| What to do |
The answer should consist of each line below that contains the word "leaves".

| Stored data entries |
┌────────
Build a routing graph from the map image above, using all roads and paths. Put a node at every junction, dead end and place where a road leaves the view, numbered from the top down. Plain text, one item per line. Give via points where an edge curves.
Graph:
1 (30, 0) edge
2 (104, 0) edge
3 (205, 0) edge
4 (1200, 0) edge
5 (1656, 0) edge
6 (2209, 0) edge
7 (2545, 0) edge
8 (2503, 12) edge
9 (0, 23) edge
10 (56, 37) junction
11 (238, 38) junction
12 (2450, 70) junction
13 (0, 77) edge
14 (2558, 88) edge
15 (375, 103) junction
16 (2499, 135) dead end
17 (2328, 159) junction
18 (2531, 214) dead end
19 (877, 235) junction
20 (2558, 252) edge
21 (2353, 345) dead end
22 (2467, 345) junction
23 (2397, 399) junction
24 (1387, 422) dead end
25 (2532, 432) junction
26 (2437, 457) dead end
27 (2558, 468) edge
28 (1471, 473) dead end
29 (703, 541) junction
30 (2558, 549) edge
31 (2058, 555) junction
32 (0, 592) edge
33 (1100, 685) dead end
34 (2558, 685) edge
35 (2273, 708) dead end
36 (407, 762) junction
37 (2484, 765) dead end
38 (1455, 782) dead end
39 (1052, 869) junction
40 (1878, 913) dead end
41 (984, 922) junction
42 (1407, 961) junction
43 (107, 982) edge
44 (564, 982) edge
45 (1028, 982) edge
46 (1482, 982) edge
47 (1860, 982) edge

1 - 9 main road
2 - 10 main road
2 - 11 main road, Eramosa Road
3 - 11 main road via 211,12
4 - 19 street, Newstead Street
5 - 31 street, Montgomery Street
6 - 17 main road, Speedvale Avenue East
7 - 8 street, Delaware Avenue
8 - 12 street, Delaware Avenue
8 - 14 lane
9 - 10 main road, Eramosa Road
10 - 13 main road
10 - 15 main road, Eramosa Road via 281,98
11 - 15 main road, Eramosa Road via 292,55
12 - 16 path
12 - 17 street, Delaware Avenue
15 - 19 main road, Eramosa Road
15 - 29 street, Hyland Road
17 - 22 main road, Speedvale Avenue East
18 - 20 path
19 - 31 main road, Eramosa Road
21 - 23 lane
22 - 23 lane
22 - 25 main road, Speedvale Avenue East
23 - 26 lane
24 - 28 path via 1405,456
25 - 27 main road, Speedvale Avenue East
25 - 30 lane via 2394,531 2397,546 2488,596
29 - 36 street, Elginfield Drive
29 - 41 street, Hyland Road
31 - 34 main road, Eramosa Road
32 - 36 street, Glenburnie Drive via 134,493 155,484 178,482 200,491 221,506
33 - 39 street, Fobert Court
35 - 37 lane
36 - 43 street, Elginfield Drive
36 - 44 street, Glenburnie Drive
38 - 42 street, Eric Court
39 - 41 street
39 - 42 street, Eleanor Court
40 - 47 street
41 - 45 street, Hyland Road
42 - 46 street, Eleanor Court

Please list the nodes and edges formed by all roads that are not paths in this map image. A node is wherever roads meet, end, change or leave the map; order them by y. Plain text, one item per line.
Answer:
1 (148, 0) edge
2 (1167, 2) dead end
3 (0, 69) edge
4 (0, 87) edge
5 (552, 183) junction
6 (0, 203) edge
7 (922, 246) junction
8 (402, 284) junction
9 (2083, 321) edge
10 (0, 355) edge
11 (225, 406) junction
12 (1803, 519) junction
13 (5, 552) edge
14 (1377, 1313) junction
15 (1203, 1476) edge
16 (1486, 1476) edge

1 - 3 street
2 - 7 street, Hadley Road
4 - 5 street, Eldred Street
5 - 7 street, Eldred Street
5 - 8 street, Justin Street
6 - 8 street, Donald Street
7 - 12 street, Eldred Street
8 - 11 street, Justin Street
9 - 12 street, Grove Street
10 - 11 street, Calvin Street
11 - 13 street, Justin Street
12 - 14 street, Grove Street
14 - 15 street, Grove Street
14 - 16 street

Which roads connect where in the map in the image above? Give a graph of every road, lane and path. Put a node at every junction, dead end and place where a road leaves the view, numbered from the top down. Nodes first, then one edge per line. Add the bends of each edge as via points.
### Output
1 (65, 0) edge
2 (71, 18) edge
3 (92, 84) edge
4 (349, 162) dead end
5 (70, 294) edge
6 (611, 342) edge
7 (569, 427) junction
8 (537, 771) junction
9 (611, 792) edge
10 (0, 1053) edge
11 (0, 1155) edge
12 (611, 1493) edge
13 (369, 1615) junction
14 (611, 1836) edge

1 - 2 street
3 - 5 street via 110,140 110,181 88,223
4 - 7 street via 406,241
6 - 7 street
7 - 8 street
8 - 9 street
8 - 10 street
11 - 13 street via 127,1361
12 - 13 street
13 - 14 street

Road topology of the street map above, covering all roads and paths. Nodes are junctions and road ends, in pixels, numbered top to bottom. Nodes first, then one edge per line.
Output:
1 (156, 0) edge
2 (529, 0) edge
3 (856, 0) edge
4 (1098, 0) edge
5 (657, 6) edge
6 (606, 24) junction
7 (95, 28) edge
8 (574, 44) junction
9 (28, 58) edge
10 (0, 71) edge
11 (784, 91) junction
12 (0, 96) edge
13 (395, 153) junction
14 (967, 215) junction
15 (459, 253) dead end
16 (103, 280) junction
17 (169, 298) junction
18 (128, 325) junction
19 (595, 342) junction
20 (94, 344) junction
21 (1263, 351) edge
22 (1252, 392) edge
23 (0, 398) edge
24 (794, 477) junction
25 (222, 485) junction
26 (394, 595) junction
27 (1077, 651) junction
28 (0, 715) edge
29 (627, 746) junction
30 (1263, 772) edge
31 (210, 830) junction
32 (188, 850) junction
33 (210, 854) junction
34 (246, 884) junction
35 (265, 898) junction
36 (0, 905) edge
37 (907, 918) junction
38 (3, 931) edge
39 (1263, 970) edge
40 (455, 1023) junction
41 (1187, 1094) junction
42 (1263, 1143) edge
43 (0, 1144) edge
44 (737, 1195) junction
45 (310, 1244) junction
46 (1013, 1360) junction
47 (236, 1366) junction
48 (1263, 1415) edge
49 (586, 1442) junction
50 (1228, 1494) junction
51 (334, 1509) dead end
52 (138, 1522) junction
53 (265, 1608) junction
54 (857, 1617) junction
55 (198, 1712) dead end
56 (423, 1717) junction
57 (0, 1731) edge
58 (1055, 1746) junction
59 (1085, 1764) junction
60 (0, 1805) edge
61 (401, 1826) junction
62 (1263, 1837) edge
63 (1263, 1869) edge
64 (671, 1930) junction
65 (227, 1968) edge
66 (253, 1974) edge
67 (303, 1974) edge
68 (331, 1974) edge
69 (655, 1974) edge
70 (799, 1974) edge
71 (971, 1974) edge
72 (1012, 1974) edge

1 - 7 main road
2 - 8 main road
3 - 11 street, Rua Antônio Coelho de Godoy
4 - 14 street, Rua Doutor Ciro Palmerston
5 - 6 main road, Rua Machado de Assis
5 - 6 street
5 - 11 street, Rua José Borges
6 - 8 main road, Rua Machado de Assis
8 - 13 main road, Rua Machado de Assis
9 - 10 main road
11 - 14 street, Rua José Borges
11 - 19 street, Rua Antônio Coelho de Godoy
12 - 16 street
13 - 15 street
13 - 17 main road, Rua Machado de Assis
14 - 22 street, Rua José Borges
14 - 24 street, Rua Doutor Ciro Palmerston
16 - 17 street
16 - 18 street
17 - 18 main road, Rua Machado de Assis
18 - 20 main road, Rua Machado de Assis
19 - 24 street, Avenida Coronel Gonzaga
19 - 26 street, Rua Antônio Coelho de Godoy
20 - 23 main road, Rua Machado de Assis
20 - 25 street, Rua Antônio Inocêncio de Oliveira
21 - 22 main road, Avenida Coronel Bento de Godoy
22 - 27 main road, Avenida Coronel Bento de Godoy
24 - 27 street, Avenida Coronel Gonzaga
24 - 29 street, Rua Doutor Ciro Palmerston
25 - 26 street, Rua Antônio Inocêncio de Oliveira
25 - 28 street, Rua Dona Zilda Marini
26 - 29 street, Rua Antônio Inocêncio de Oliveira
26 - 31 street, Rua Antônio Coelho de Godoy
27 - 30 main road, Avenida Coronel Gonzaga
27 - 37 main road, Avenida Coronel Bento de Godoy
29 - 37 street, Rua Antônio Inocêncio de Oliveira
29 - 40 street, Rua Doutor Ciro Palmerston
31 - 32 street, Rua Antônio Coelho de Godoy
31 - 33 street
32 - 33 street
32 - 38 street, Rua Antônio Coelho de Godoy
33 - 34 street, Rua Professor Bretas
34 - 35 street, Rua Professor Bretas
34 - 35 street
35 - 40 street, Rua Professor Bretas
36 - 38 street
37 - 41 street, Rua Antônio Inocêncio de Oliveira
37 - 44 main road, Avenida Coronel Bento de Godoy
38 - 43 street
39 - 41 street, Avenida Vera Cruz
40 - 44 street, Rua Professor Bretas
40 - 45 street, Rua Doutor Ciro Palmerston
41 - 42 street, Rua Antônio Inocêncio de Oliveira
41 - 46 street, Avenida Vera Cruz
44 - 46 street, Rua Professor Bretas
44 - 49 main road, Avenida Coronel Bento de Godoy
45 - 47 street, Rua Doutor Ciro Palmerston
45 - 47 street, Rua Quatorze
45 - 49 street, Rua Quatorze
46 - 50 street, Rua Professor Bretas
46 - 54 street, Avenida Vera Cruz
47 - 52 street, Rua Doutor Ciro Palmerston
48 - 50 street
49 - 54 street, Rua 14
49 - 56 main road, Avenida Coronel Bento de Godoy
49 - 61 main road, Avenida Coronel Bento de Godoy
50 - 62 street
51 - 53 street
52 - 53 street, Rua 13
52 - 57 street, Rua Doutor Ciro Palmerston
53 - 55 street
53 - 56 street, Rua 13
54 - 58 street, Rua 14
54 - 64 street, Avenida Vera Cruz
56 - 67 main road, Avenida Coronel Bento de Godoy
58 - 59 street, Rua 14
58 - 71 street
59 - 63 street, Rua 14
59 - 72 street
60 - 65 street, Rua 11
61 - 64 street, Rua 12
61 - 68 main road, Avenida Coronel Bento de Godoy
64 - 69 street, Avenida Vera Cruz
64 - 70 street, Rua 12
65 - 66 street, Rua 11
└────────
| Answer section |
Build a routing graph from the map image above, using all roads and paths. Put a node at every junction, dead end and place where a road leaves the view, numbered from the top down. Plain text, one item per line. Give via points where an edge curves.
Which roads connect where in the map in the image above? Give a graph of every road, lane and path. Put a node at every junction, dead end and place where a road leaves the view, numbered from the top down. Nodes first, then one edge per line. Add the bends of each edge as via points.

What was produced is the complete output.